Garetosmab (DB16379): A Comprehensive Review of an Investigational Anti-Activin A Antibody for Fibrodysplasia Ossificans Progressiva and Other Potential Indications

1. Introduction to Garetosmab and Fibrodysplasia Ossificans Progressiva (FOP)

1.1. Overview of Garetosmab

Garetosmab is an investigational, fully human monoclonal antibody of the immunoglobulin G4 kappa (IgG4κ) isotype, designed to target and neutralize Activin A.[1] Its primary therapeutic application under investigation is for the management of fibrodysplasia ossificans progressiva (FOP), a rare and severely disabling genetic disorder.[1] Beyond FOP, Garetosmab is also being explored for its potential in other conditions, notably obesity, reflecting a broader interest in the physiological roles of Activin A.[2]

1.2. Pathophysiology of Fibrodysplasia Ossificans Progressiva (FOP)

Fibrodysplasia ossificans progressiva is an exceptionally rare, autosomal dominant genetic disorder characterized by episodic and progressive heterotopic ossification (HO).[1] This pathological process involves the formation of mature, lamellar bone in extraskeletal soft tissues, including muscles, tendons, ligaments, and fascia.[1] Flare-ups, which are episodic inflammatory events often precipitated by trauma (including minor tissue damage, immunizations, or viral illnesses), typically precede and trigger ossification of the affected lesion.[1]

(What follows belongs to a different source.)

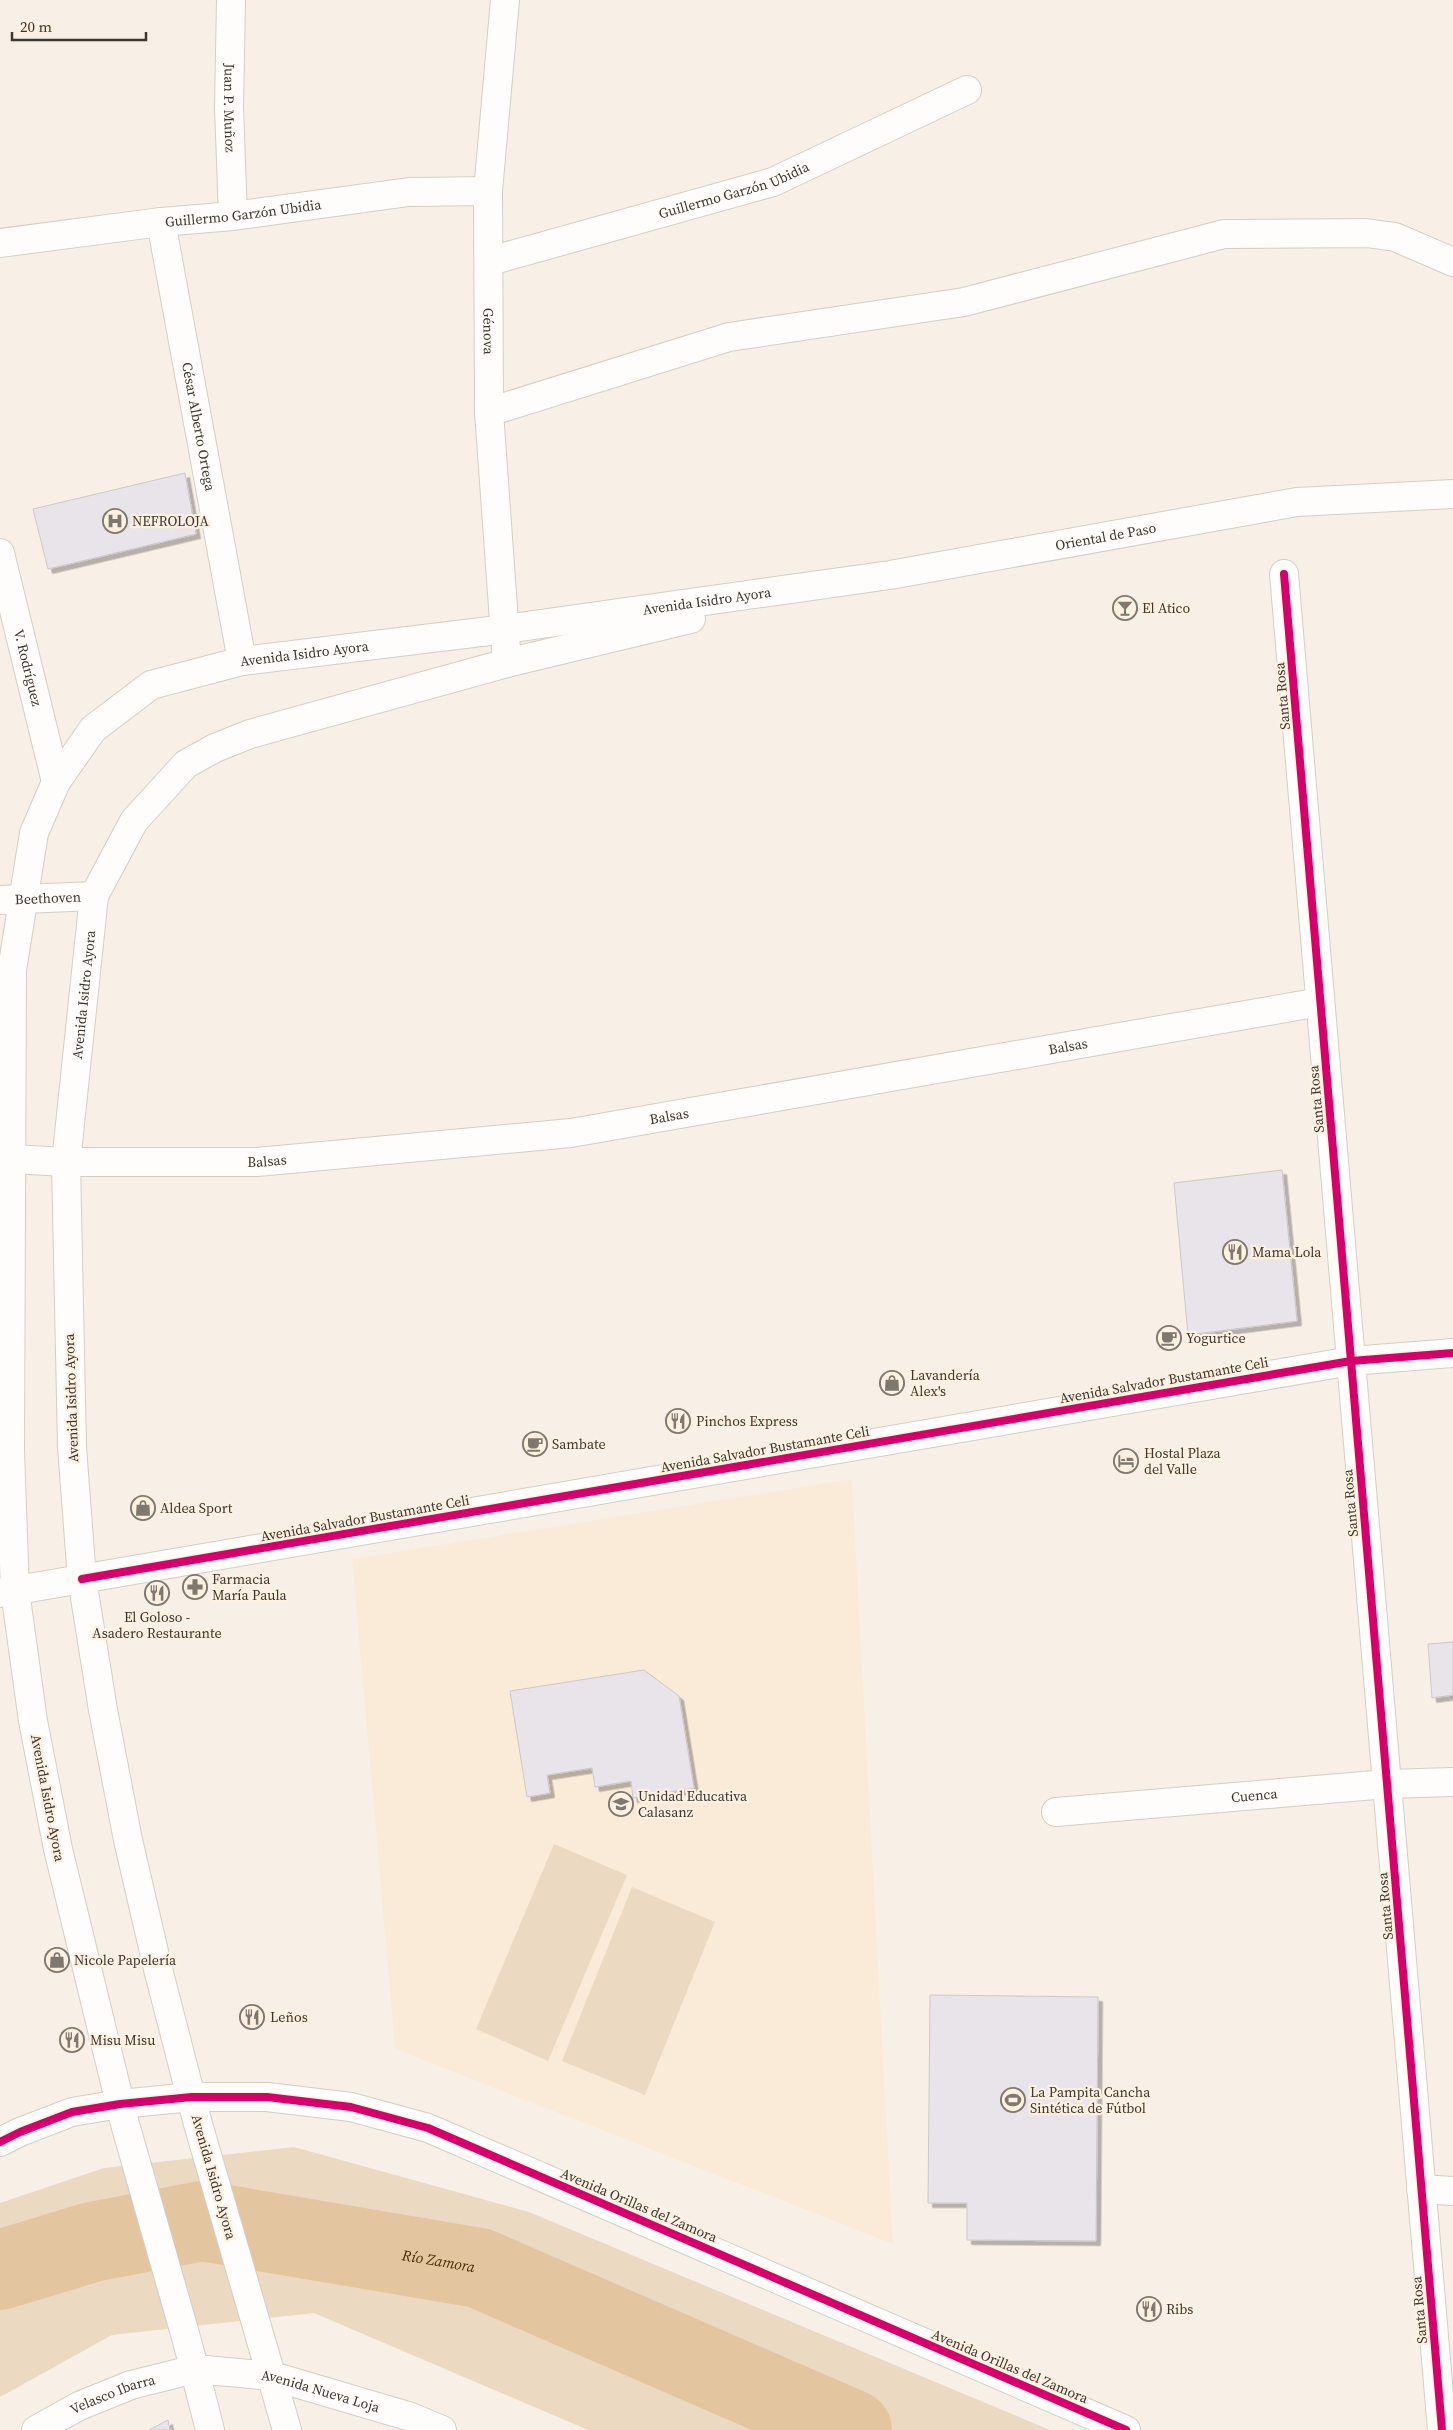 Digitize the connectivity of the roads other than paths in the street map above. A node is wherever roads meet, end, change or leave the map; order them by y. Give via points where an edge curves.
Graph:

The consequences of progressive HO are devastating. Patients experience abnormal cartilage formation, growth plate dysplasia, and severe joint ankylosis, leading to cumulative and irreversible loss of mobility.[1] This progressive immobility results in significant disability, with many patients becoming wheelchair-bound or confined to fixed positions, and is associated with numerous comorbidities, including restrictive lung disease, difficulties with mastication and nutrition, and a markedly curtailed lifespan.[5]